3 Negara yang digunakan Senang Jika Amerika Serikat Tinggalkan NATO, Siapa Saja?

JAKARTA – Terdapat beberapa negara yang tersebut senang jikalau Amerika Serikat (AS) meninggalkan NATO. Di antaranya menganggap keluarnya Amerika Serikat dari blok yang dimaksud bisa saja mengurangi kekuatan kekuatan pertahanan kolektif Eropa yang selama ini dikenal sangat kokoh.
Belakangan, orang-orang terdekat Presiden Negeri Paman Sam Donald Trump termasuk miliarder Elon Musk menyuarakan dukungan bagi Washington agar pergi dari dari keanggotaan NATO. Sebab, partisipasi Negeri Paman Sam untuk aliansi yang dimaksud terlalu besar jika dibandingkan dengan anggota lainnya, sehingga dianggap tak adil.
Meski keluarnya Amerika Serikat dari NATO masih bersifat spekulatif, setidaknya ada beberapa negara yang mana akan “senang” apabila merekan benar-benar mengundurkan diri dari dari keanggotaan aliansi militer tersebut.
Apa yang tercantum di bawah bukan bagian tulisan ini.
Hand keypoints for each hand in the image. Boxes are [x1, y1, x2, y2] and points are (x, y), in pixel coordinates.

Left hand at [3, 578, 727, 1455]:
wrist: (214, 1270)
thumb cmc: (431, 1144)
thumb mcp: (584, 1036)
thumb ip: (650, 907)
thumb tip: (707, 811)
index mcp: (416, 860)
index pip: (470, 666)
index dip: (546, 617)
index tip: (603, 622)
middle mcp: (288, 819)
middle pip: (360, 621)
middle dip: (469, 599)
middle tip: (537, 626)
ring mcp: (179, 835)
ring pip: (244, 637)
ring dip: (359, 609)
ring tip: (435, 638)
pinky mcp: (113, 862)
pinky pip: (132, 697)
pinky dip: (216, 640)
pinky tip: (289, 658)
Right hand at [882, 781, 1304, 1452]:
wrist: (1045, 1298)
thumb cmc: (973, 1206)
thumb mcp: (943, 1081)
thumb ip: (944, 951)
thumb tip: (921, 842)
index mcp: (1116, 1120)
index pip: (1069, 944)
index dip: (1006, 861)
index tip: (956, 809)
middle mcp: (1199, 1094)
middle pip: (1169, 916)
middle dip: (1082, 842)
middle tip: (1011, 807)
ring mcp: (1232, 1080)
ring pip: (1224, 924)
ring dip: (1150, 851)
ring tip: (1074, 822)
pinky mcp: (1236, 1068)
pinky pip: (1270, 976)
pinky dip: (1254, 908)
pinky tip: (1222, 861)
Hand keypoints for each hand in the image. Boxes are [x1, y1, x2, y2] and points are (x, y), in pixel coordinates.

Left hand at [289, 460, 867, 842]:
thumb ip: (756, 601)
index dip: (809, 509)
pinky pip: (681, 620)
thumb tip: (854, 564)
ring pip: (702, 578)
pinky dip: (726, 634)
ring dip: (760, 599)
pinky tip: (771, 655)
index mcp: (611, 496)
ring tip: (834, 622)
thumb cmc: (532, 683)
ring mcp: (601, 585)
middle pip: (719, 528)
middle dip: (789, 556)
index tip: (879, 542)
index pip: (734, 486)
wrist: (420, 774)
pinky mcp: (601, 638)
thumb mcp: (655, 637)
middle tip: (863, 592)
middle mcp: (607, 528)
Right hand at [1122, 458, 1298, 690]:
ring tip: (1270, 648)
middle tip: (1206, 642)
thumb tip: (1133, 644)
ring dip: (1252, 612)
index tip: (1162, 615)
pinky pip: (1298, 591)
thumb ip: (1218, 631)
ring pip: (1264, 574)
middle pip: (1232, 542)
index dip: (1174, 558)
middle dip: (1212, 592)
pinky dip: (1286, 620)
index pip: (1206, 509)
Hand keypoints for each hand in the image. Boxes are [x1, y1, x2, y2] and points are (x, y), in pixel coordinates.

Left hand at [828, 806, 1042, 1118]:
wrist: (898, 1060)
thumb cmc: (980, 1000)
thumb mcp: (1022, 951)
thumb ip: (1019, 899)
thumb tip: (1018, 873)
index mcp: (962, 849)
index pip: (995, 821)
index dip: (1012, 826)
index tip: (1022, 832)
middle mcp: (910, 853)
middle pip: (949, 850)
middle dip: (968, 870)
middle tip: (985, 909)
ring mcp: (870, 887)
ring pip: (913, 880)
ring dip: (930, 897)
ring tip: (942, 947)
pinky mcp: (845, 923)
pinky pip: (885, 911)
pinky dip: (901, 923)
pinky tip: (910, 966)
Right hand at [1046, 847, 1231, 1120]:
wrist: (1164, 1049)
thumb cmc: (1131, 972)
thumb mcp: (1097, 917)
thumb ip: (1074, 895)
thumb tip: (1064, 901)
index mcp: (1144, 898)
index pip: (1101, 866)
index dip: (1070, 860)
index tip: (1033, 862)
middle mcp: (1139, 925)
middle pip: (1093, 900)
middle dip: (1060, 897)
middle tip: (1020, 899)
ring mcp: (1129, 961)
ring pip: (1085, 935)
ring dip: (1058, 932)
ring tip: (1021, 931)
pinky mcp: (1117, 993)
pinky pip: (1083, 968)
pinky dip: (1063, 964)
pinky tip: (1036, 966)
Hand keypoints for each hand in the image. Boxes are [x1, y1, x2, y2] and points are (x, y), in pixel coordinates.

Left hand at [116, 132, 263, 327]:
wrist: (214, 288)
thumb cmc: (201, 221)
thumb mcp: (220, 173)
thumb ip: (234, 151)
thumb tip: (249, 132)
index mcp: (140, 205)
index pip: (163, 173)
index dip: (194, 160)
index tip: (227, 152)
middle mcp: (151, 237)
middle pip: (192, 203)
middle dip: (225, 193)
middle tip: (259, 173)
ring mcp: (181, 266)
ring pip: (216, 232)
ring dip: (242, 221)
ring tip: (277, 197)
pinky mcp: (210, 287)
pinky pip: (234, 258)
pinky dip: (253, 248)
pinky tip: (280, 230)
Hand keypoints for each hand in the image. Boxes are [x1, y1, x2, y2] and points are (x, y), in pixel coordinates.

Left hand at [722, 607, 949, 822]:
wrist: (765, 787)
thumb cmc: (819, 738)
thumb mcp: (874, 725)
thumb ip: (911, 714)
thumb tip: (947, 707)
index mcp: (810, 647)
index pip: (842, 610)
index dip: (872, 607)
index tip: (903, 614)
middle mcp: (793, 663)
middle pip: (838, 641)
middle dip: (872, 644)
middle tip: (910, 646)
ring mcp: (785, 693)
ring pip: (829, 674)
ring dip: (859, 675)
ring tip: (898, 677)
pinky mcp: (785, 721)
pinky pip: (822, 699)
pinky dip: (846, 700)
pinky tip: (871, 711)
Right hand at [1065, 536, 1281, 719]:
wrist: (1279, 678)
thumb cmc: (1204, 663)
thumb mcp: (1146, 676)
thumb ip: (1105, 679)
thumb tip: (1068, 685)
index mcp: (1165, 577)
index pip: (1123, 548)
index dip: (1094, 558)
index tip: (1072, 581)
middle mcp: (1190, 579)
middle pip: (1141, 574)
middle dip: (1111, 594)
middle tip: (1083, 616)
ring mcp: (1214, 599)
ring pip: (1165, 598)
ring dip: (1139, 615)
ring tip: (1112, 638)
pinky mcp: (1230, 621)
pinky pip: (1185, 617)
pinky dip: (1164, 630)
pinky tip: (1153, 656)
Siapa saja?
Negara yang dimaksud Senang Jika Amerika Serikat Tinggalkan NATO
1. Rusia
Sebagai rival utama Amerika Serikat, Rusia kemungkinan akan “senang” apabila Negeri Paman Sam meninggalkan dari NATO. Tanpa penampilan Washington, NATO berpotensi mengalami penurunan kekuatan militer juga kohesi yang mana dapat memberi Kremlin ruang lebih lanjut besar untuk memperluas pengaruhnya di dalam Eropa Timur lalu wilayah sekitarnya.
Kekhawatiran yang disebutkan sebelumnya diungkap Presiden Ukraina, Volodymyr Zelensky. Melansir The Guardian, Zelensky memprediksi Rusia akan mengobarkan pertempuran melawan NATO apabila Amerika Serikat menarik diri terhadap negara Ukraina dan juga keanggotaan aliansi.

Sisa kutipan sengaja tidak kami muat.